To overcome the excessive sensitivity of wave processors, a recent trend has been to explore ideas from topological photonics45,46,47 but the lack of in-situ adaptability remains. In parallel, the switching between different functionalities (differentiation, equation solving, etc.) has been studied29,48,49 but this does not offer in-situ adaptability of a given functionality, e.g., to the signal carrier, nor robustness to fabrication inaccuracies or environmental perturbations. A clear route to address the aforementioned challenges are wave processors that can be reprogrammed in situ. A notable application thereof to temporal differentiation involved a photonic integrated interferometer equipped with programmable phase modulators29. On paper, it appears that a single degree of freedom is sufficient to introduce a relative phase shift of \(\left(2m+1\right)\pi\) at \({\omega }_{0}\) between the two interferometer arms29, yielding a perfect differentiator. In practice, however, the transfer function’s magnitude minimum in Ref. 29 appears to be around 0.16; this system has a zero close to rather than on the real frequency axis, which jeopardizes a linear V shape and the associated abrupt \(\pi\) phase jump. Such limitations are inherent in the use of a single or few degrees of freedom in systems with a single or few resonances, and these limitations are also found in tunable microwave notch filters50,51,52,53 (see also Supplementary Note 1C). The limitations originate from unaccounted non-idealities in real-life implementations such as coupling dispersion, transmission-line length variation, parasitic coupling, and other properties of the microstrip lines. Using a single or few degrees of freedom, it is certainly possible to tune few-resonance systems such that the zeros move in the complex plane; however, only under special conditions of \({{{{{\mathcal{PT}}}}}}\)-symmetry54,55 that are certainly not met by simple tunable notch filters (the uncompensated presence of absorption already trivially breaks \({{{{{\mathcal{PT}}}}}}\)-symmetry) there is a guarantee that the zeros move exactly on the real frequency axis upon tuning. Hence, upon tuning simple notch filters in practice, zeros do not remain on the real frequency axis, and a few degrees of freedom tend to be insufficient to prevent that they drift away from the real frequency axis.
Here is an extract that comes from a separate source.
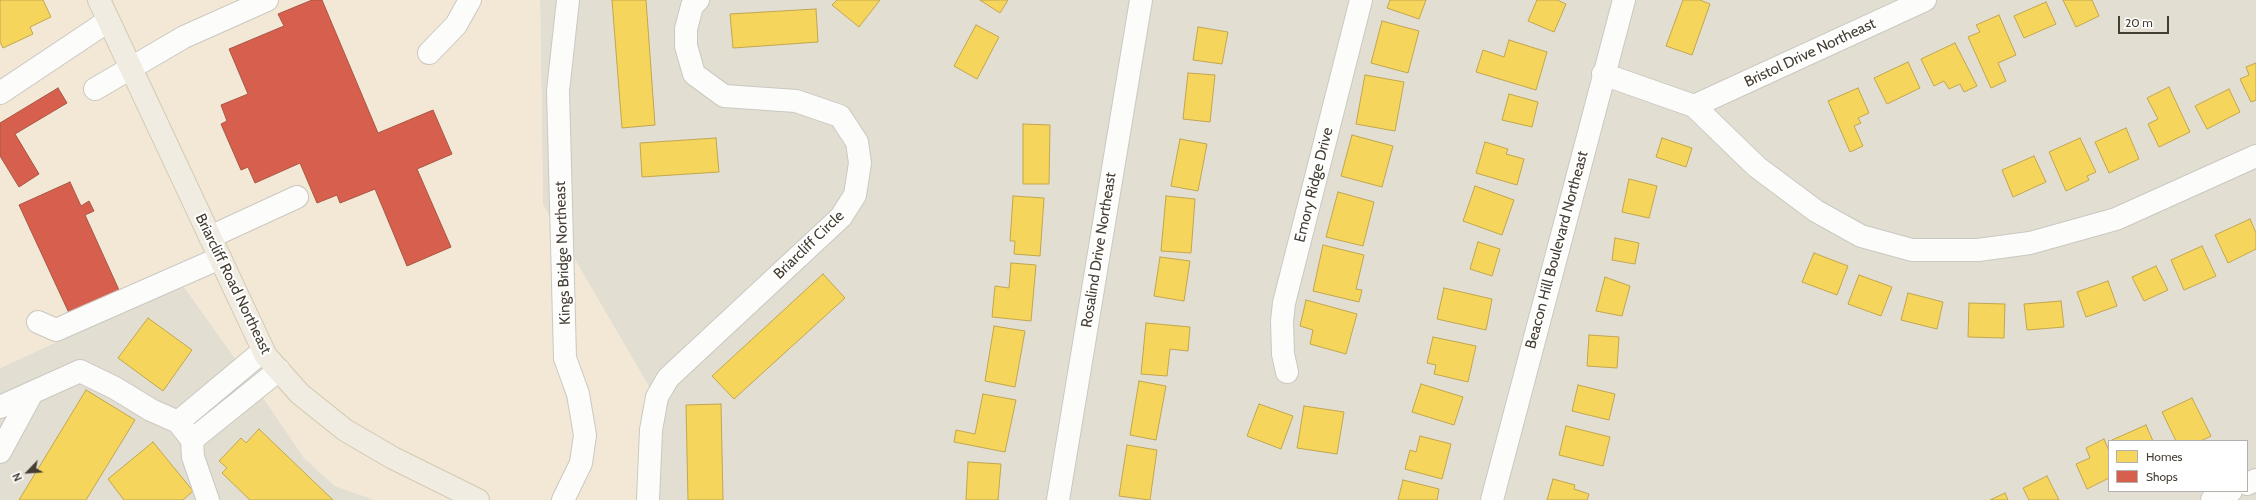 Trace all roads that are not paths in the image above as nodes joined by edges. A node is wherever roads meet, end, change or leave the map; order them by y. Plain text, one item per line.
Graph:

In contrast, our approach offers at least two orders of magnitude more degrees of freedom. This massive increase in programmability, together with the high density of zeros inherent to overmoded random scattering systems, makes it easy for us to perturb the system such that one of its zeros is placed, at a desired frequency, exactly on the real frequency axis with extremely high precision (notch depth \( < -70\,{{{{{\rm{dB}}}}}}\)). Moreover, we can also switch to different functionalities and simultaneously create multiple zeros at arbitrary frequencies (within the programmable metasurface’s operating band) which is of importance for parallel wave processing at distinct frequencies, exploiting the wave equation’s linearity56,57. Unlike conventional electronic processors, a single wave processor can simultaneously process various streams of information encoded on independent (spectral, polarization, etc.) channels49,57,58,59, directly multiplying its effective speed by the number of independent channels.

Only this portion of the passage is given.